[Supplied records]:
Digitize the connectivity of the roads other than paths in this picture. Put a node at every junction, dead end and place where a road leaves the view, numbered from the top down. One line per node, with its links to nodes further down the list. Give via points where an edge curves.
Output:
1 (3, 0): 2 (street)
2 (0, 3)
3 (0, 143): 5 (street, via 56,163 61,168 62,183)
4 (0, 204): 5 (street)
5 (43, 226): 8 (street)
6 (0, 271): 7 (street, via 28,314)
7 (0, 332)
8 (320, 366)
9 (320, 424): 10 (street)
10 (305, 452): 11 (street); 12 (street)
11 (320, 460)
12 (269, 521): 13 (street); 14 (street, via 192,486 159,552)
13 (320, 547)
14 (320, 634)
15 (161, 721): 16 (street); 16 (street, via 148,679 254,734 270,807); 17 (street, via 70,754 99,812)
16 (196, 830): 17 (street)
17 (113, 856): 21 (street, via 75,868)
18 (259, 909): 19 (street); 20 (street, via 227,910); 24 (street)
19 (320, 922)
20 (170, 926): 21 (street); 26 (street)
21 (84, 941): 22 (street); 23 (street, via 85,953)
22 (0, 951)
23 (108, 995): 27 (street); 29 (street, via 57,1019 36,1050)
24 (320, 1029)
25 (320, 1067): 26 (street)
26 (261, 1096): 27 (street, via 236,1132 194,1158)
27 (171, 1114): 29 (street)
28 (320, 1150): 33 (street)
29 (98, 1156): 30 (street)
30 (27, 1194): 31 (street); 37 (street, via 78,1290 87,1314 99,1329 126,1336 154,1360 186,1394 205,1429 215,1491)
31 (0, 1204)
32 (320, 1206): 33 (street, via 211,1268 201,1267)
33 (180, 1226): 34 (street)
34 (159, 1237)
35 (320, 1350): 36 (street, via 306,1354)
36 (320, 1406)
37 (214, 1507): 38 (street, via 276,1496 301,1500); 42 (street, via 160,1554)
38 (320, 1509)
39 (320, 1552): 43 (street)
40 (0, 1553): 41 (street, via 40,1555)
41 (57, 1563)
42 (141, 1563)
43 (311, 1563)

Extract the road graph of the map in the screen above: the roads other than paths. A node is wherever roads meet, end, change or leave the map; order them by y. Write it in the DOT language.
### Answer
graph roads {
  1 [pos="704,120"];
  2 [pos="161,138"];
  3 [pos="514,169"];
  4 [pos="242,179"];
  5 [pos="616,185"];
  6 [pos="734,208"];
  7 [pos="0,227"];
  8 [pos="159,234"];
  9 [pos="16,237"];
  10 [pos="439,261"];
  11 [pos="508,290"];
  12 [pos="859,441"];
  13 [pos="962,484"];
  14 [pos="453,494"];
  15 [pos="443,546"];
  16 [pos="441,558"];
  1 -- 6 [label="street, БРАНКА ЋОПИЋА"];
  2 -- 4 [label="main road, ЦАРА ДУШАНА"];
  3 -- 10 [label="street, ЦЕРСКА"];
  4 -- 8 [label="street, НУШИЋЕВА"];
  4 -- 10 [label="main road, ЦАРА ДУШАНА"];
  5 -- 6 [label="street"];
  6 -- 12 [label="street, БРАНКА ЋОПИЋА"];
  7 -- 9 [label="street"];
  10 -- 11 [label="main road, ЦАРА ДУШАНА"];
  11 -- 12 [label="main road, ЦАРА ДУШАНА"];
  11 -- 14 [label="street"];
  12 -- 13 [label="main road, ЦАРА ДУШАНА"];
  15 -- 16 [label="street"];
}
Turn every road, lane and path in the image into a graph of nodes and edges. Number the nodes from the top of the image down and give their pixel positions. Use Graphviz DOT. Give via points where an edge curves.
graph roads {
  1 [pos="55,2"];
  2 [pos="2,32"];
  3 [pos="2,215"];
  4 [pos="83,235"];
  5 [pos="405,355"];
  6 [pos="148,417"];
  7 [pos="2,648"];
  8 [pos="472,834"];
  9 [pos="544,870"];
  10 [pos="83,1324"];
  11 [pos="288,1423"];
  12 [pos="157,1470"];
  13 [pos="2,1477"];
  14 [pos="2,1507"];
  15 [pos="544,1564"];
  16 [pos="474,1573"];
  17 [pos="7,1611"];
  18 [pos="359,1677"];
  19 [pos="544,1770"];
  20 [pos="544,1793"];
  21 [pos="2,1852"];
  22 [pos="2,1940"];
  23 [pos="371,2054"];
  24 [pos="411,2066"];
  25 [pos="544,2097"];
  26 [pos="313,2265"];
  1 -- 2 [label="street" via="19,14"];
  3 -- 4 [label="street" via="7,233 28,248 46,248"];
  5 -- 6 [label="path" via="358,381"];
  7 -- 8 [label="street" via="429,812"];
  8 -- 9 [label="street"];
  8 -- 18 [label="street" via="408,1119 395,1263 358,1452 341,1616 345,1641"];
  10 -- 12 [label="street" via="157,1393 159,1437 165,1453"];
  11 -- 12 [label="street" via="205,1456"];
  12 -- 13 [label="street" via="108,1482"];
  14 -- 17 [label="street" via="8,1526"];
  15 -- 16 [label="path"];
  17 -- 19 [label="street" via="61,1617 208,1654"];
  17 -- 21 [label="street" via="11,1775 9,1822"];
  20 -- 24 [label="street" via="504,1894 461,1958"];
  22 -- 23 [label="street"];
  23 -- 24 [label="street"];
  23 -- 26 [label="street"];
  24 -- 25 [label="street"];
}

[Exercise details]:
The listing above must be transcribed exactly, line by line.

[Answer section]:
Digitize the connectivity of the roads other than paths in this picture. Put a node at every junction, dead end and place where a road leaves the view, numbered from the top down. One line per node, with its links to nodes further down the list. Give via points where an edge curves.
Output:
1 (3, 0): 2 (street)
2 (0, 3)
3 (0, 143): 5 (street, via 56,163 61,168 62,183)
4 (0, 204): 5 (street)
5 (43, 226): 8 (street)
6 (0, 271): 7 (street, via 28,314)
7 (0, 332)
8 (320, 366)
9 (320, 424): 10 (street)
10 (305, 452): 11 (street); 12 (street)
11 (320, 460)
12 (269, 521): 13 (street); 14 (street, via 192,486 159,552)
13 (320, 547)
14 (320, 634)
15 (161, 721): 16 (street); 16 (street, via 148,679 254,734 270,807); 17 (street, via 70,754 99,812)
16 (196, 830): 17 (street)
17 (113, 856): 21 (street, via 75,868)
18 (259, 909): 19 (street); 20 (street, via 227,910); 24 (street)
19 (320, 922)
20 (170, 926): 21 (street); 26 (street)
21 (84, 941): 22 (street); 23 (street, via 85,953)
22 (0, 951)
23 (108, 995): 27 (street); 29 (street, via 57,1019 36,1050)
24 (320, 1029)
25 (320, 1067): 26 (street)
26 (261, 1096): 27 (street, via 236,1132 194,1158)
27 (171, 1114): 29 (street)
28 (320, 1150): 33 (street)
29 (98, 1156): 30 (street)
30 (27, 1194): 31 (street); 37 (street, via 78,1290 87,1314 99,1329 126,1336 154,1360 186,1394 205,1429 215,1491)
31 (0, 1204)
32 (320, 1206): 33 (street, via 211,1268 201,1267)
33 (180, 1226): 34 (street)
34 (159, 1237)
35 (320, 1350): 36 (street, via 306,1354)
36 (320, 1406)
37 (214, 1507): 38 (street, via 276,1496 301,1500); 42 (street, via 160,1554)
38 (320, 1509)
39 (320, 1552): 43 (street)
40 (0, 1553): 41 (street, via 40,1555)
41 (57, 1563)
42 (141, 1563)
43 (311, 1563)

Extract the road graph of the map in the screen above: the roads other than paths. A node is wherever roads meet, end, change or leave the map; order them by y. Write it in the DOT language.
### Answer
graph roads {
  1 [pos="704,120"];
  2 [pos="161,138"];
  3 [pos="514,169"];
  4 [pos="242,179"];
  5 [pos="616,185"];
  6 [pos="734,208"];
  7 [pos="0,227"];
  8 [pos="159,234"];
  9 [pos="16,237"];
  10 [pos="439,261"];
  11 [pos="508,290"];
  12 [pos="859,441"];
  13 [pos="962,484"];
  14 [pos="453,494"];
  15 [pos="443,546"];
  16 [pos="441,558"];
  1 -- 6 [label="street, БРАНКА ЋОПИЋА"];
  2 -- 4 [label="main road, ЦАРА ДУШАНА"];
  3 -- 10 [label="street, ЦЕРСКА"];
  4 -- 8 [label="street, НУШИЋЕВА"];
  4 -- 10 [label="main road, ЦАРА ДУШАНА"];
  5 -- 6 [label="street"];
  6 -- 12 [label="street, БРАНКА ЋОПИЋА"];
  7 -- 9 [label="street"];
  10 -- 11 [label="main road, ЦАРА ДУШАНА"];
  11 -- 12 [label="main road, ЦАРА ДУШАНА"];
  11 -- 14 [label="street"];
  12 -- 13 [label="main road, ЦАРА ДУШАНА"];
  15 -- 16 [label="street"];
}
Turn every road, lane and path in the image into a graph of nodes and edges. Number the nodes from the top of the image down and give their pixel positions. Use Graphviz DOT. Give via points where an edge curves.
graph roads {
  1 [pos="55,2"];
  2 [pos="2,32"];
  3 [pos="2,215"];
  4 [pos="83,235"];
  5 [pos="405,355"];
  6 [pos="148,417"];
  7 [pos="2,648"];
  8 [pos="472,834"];
  9 [pos="544,870"];
  10 [pos="83,1324"];
  11 [pos="288,1423"];
  12 [pos="157,1470"];
  13 [pos="2,1477"];
  14 [pos="2,1507"];
  15 [pos="544,1564"];
  16 [pos="474,1573"];
  17 [pos="7,1611"];
  18 [pos="359,1677"];
  19 [pos="544,1770"];
  20 [pos="544,1793"];
  21 [pos="2,1852"];
  22 [pos="2,1940"];
  23 [pos="371,2054"];
  24 [pos="411,2066"];
  25 [pos="544,2097"];
  26 [pos="313,2265"];
  1 -- 2 [label="street" via="19,14"];
  3 -- 4 [label="street" via="7,233 28,248 46,248"];
  5 -- 6 [label="path" via="358,381"];
  7 -- 8 [label="street" via="429,812"];
  8 -- 9 [label="street"];
  8 -- 18 [label="street" via="408,1119 395,1263 358,1452 341,1616 345,1641"];
  10 -- 12 [label="street" via="157,1393 159,1437 165,1453"];
  11 -- 12 [label="street" via="205,1456"];
  12 -- 13 [label="street" via="108,1482"];
  14 -- 17 [label="street" via="8,1526"];
  15 -- 16 [label="path"];
  17 -- 19 [label="street" via="61,1617 208,1654"];
  17 -- 21 [label="street" via="11,1775 9,1822"];
  20 -- 24 [label="street" via="504,1894 461,1958"];
  22 -- 23 [label="street"];
  23 -- 24 [label="street"];
  23 -- 26 [label="street"];
  24 -- 25 [label="street"];
}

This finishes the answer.